WESSELMANN ART FOR SALE
Tom Wesselmann (1931 – 2004)
Wesselmann was born in Cincinnati, Ohio on February 23, 1931. He himself states that he did not develop a particularly strong interest in art until well into adulthood, attending college in Ohio at Hiram College and the University of Cincinnati to study psychology. He was drafted into the U.S. Army for the Korean War in 1952. Whilst he was in the army, he began drawing and decided to pursue a career as a cartoonist after the war. He returned to Ohio and completed his psychology degree in 1954, going on to study drawing at the Art Academy of Cincinnati.
In 1956, Wesselmann moved to New York and was admitted to prestigious Cooper Union Art School. Studying under Willem de Kooning, Wesselmann developed an interest in landscape painting, taking a trip to rural New Jersey in 1958 for inspiration. Following this trip, Wesselmann decided to abandon cartooning and pursue fine art. He married Claire Selley, who had previously modelled for some of his work, in 1963 and they had three children together. After graduating from Cooper Union in 1959, Wesselmann became involved with the Judson Gallery in New York. The Judson Gallery offered Wesselmann – and contemporaries Oldenburg, Rauschenburg and Dine – free exhibition space. His relationship with the Judson Gallery led him into collages and assemblages, and he held his first solo exhibition at the Tanager Gallery in New York in 1961. His Still Lifes and Great American Nudes attracted attention in the New York art world, and in 1962, two of his Still Life works were debuted in the New Realists exhibition at the Sidney Janis Gallery.
Wesselmann became increasingly involved in the Pop Art movement, exhibiting and socializing alongside Warhol, Lichtenstein and other major contemporaries in New York. Wesselmann continued to develop his two major series Still Lifes and Great American Nudes well into the 1960s and 1970s. In 1980, Wesselmann published an autobiography and survey of his work under the pseudonym Slim Stealingworth. The 1980s show a marked change in Wesselmann’s material, as he begun to work in steel and alumninum sculpture and etchings, later becoming known as The Steel Drawings.
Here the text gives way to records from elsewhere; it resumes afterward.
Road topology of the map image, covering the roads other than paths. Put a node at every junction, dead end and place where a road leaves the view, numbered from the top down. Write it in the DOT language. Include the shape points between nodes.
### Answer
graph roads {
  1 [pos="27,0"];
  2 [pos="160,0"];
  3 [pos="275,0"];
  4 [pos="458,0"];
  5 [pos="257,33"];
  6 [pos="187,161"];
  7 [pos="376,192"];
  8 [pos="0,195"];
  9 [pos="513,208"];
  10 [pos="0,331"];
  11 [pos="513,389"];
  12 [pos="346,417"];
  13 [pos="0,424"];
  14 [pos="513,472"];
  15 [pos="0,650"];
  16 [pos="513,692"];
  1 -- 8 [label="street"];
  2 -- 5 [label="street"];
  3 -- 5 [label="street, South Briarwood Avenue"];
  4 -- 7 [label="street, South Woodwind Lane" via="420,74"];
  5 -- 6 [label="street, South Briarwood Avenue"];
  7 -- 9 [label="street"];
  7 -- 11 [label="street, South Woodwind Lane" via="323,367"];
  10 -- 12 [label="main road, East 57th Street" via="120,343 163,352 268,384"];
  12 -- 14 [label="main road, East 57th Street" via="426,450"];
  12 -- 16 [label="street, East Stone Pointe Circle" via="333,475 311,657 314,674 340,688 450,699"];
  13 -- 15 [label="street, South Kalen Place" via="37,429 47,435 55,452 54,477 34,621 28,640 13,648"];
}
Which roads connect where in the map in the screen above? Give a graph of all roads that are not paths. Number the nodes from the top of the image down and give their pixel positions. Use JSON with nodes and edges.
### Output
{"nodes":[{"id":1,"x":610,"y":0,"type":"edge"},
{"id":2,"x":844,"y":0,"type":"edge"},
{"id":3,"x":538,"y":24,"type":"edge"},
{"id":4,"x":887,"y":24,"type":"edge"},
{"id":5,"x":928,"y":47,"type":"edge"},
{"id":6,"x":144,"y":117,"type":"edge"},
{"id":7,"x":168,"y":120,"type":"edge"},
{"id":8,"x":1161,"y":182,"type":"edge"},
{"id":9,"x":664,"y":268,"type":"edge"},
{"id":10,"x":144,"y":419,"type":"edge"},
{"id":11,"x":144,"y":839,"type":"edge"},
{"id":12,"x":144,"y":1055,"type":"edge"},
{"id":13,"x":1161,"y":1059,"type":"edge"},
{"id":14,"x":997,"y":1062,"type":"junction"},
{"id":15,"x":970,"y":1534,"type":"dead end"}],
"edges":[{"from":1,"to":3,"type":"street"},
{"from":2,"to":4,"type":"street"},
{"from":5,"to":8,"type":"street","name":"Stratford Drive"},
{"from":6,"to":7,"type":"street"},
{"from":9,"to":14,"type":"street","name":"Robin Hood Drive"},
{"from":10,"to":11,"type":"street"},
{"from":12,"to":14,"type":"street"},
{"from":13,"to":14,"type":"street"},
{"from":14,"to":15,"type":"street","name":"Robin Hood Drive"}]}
Wesselmann maintains a celebrated international profile, and is collected worldwide, including at the Albright-Knox Art Gallery in New York; the Art Institute of Chicago; the Chrysler Museum, VA; the Dallas Museum of Fine Arts; the Hirshhorn Museum & Sculpture Garden, D.C.; the Minneapolis Institute of Art; the Princeton University Art Museum; the Whitney Museum of American Art, New York; the Musee d’Art et d’Industrie, France; the National Galerie, Berlin; the Berardo Collection, Lisbon; the Israel Museum, Jerusalem and the Museum of Modern Art, Japan.